The opening scene of the tale firmly establishes the theme of through family’s pet pitbull China, who was giving birth to pups within the shed at this time.
The entire family consisting of her drunk of a father, her two older brothers Skeetah and Randall, and the youngest brother Junior, gather to watch the dog China become a mother. It is in this scene that a reminder of the mother’s death is evoked within them, having Esch to go on and state how her and the oldest siblings came fast, and her mother thought she could do the same with Junior.
It didn’t play out well. This serves as a reminder of how motherhood works: with birth comes death. China is the truth and it’s most ruthless and brutish form, being just like a mother and destructive throughout the text. She spends her little time in the plot giving birth to pups, ripping other pits to shreds for money to help the family, and also protecting them.
The loss of their mother haunts all of the children, however more so with her.
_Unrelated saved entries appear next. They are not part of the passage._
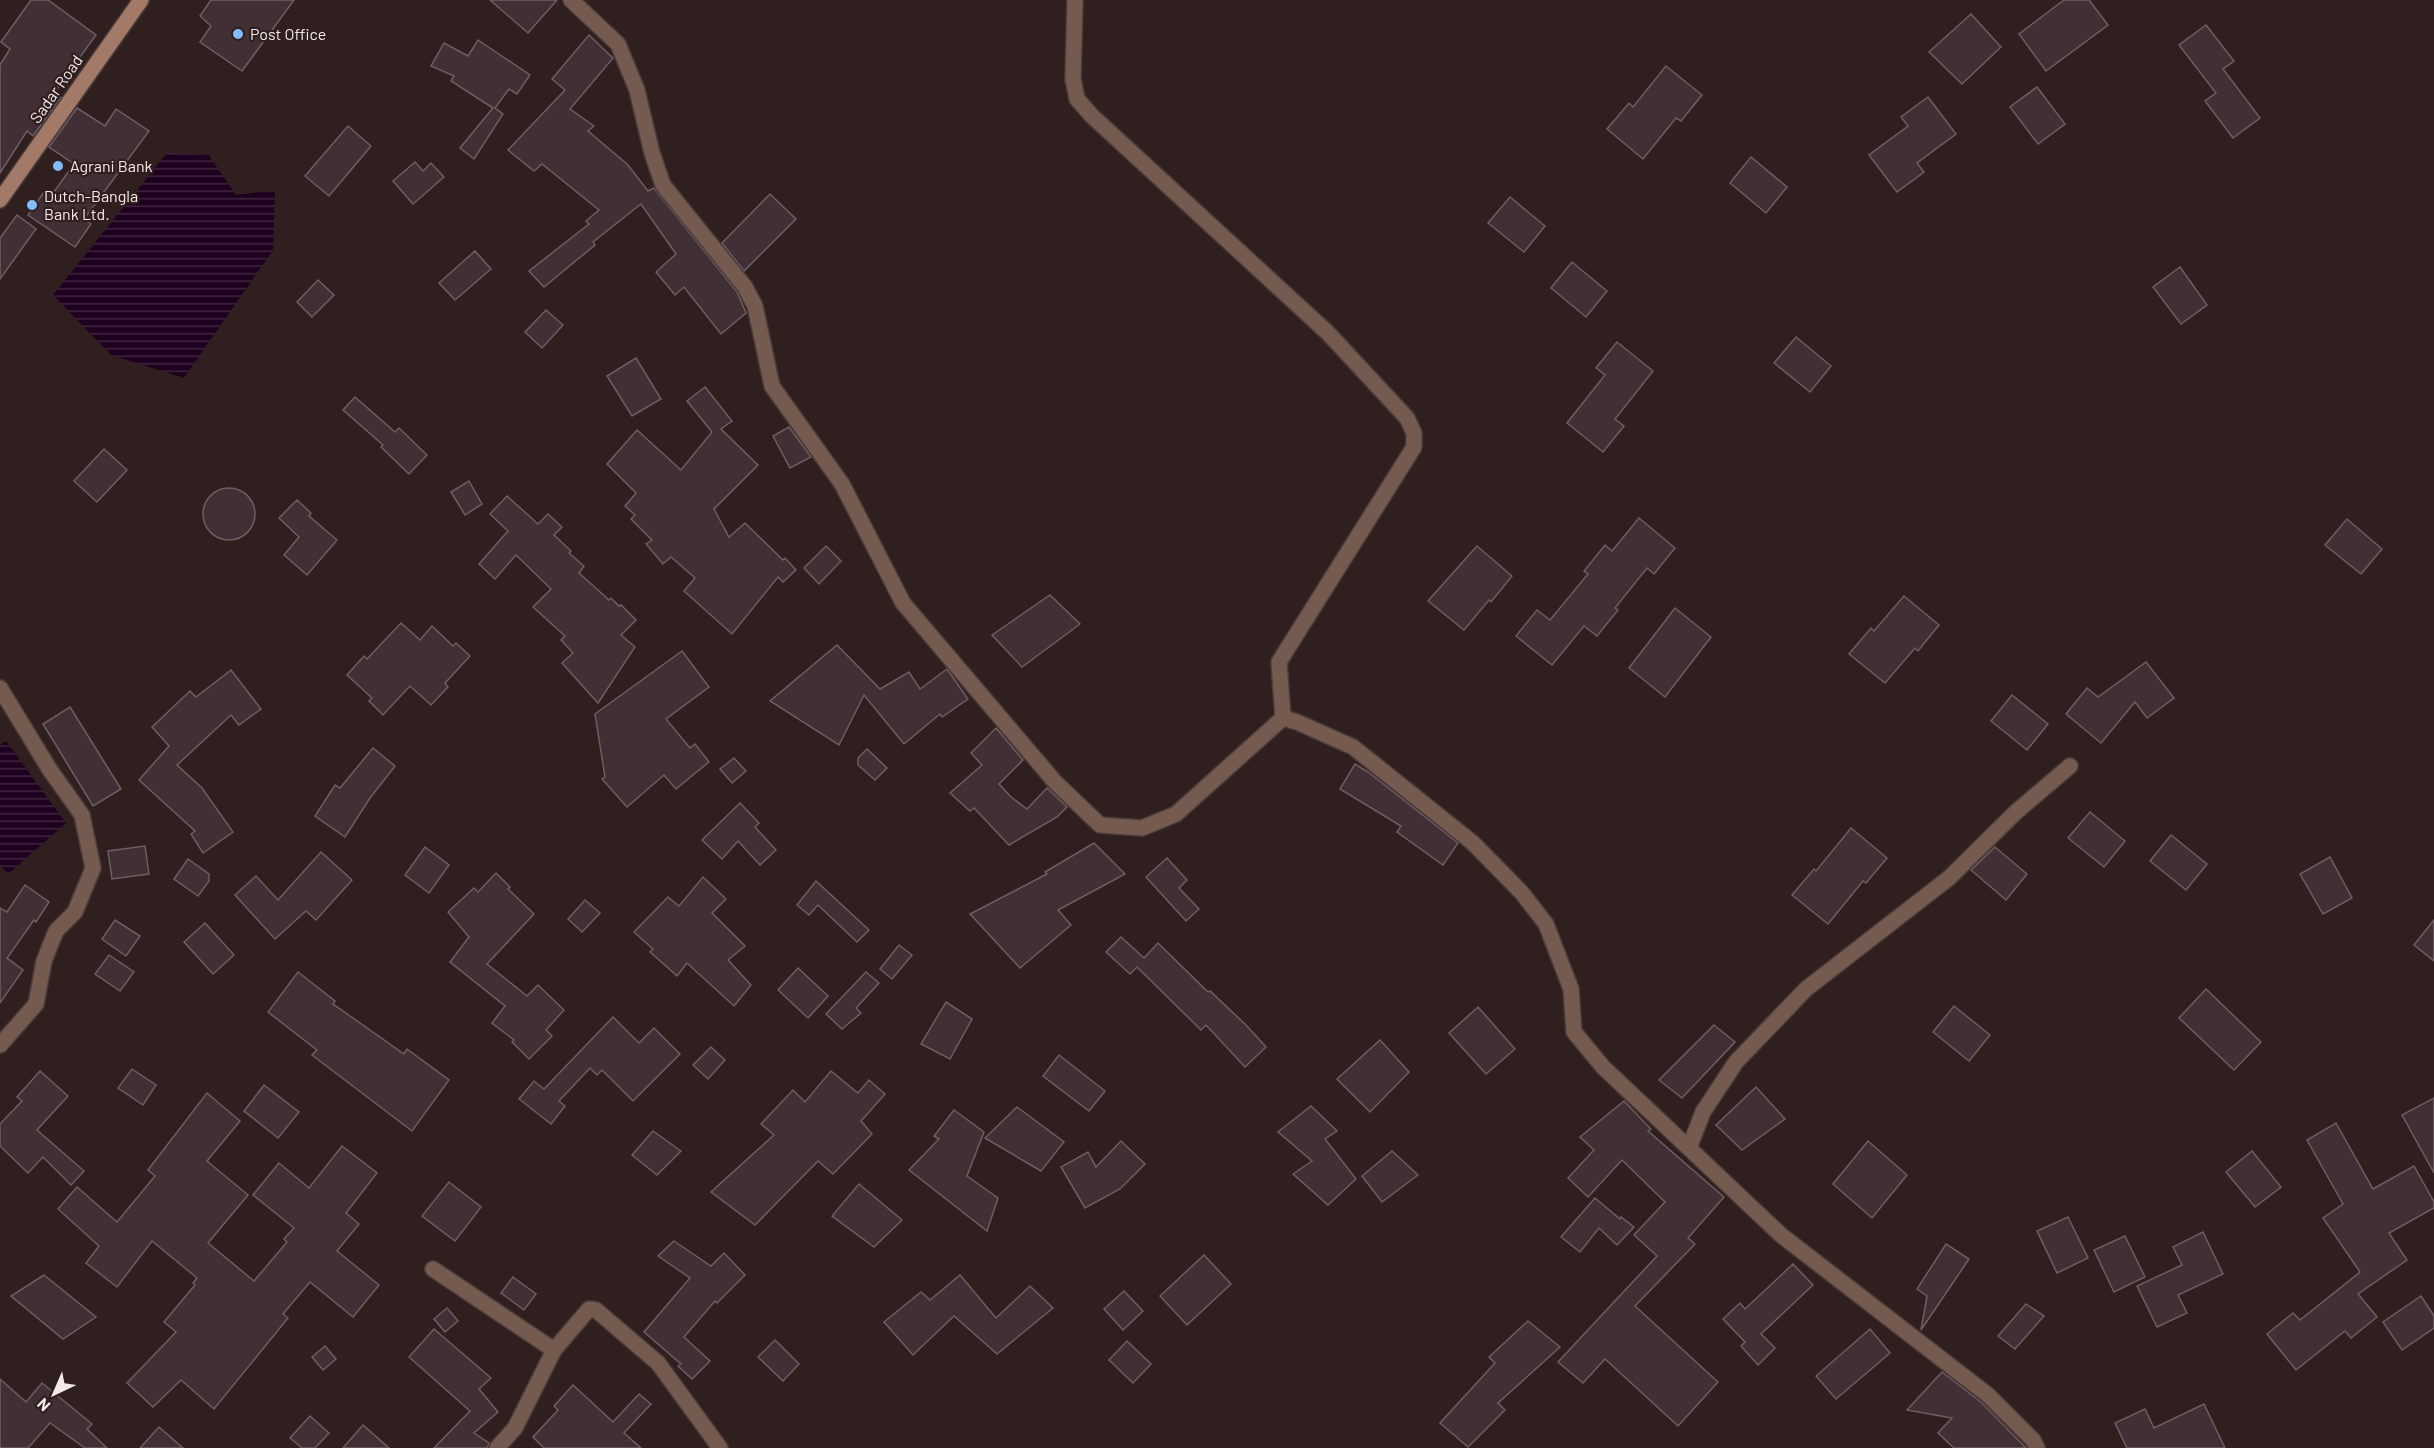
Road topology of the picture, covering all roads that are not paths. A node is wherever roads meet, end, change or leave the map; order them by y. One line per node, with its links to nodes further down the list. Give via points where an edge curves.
1 (141, 0): 4 (main road, Sadar Road)
2 (572, 0): 6 (street, via 618,44 637,90 663,185 745,287 755,306 772,386 842,484 903,603 1054,782 1101,825 1142,828 1176,814)
3 (1075, 0): 6 (street, via 1073,79 1077,99 1328,333 1407,418 1414,433 1414,447 1280,662)
4 (0, 200)
5 (0, 688): 8 (street, via 82,815 93,868 75,912 56,931 44,961 36,1004)
6 (1283, 718): 9 (street, via 1353,747 1473,843 1522,893 1546,924 1571,989 1574,1032 1603,1067)
7 (2070, 766): 9 (street, via 1949,878 1806,989 1736,1062 1703,1112)
8 (0, 1045)
9 (1689, 1149): 14 (street, via 1781,1235 1988,1395)
10 (433, 1269): 11 (street)
11 (554, 1350): 12 (street, via 515,1428); 13 (street, via 589,1309 596,1310 658,1363)
12 (497, 1448)
13 (720, 1448)
14 (2037, 1448)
She allows her to creep into the plot a lot at times, such as when Randall teaches Junior how they were taught to find eggs. As the hurricane creeps closer upon the family, the deceased mother becomes a main part og almost everything due to the memories of her intensifying. Due to an almost always under fulfilling drink of a father, the eldest step up into more motherly roles. Randall washes the dishes and clothes of the entire, Skeeter protects the dogs as they serve as a mean of income for family, winning them much needed money. Esch is also involved with this reinforced theme as well, contending with her secret and unwanted pregnancy. It is only after China has died in the storm has passed that she accepts her role as a mother. It is throughout the novel that the theme of motherhood is used to signify a gaping hole in this family, but also how dangerously life-threatening events, or even simple day-to-day life where summer rolls are unfulfilled, a family can step up together to make it fairly normal by standing in for them.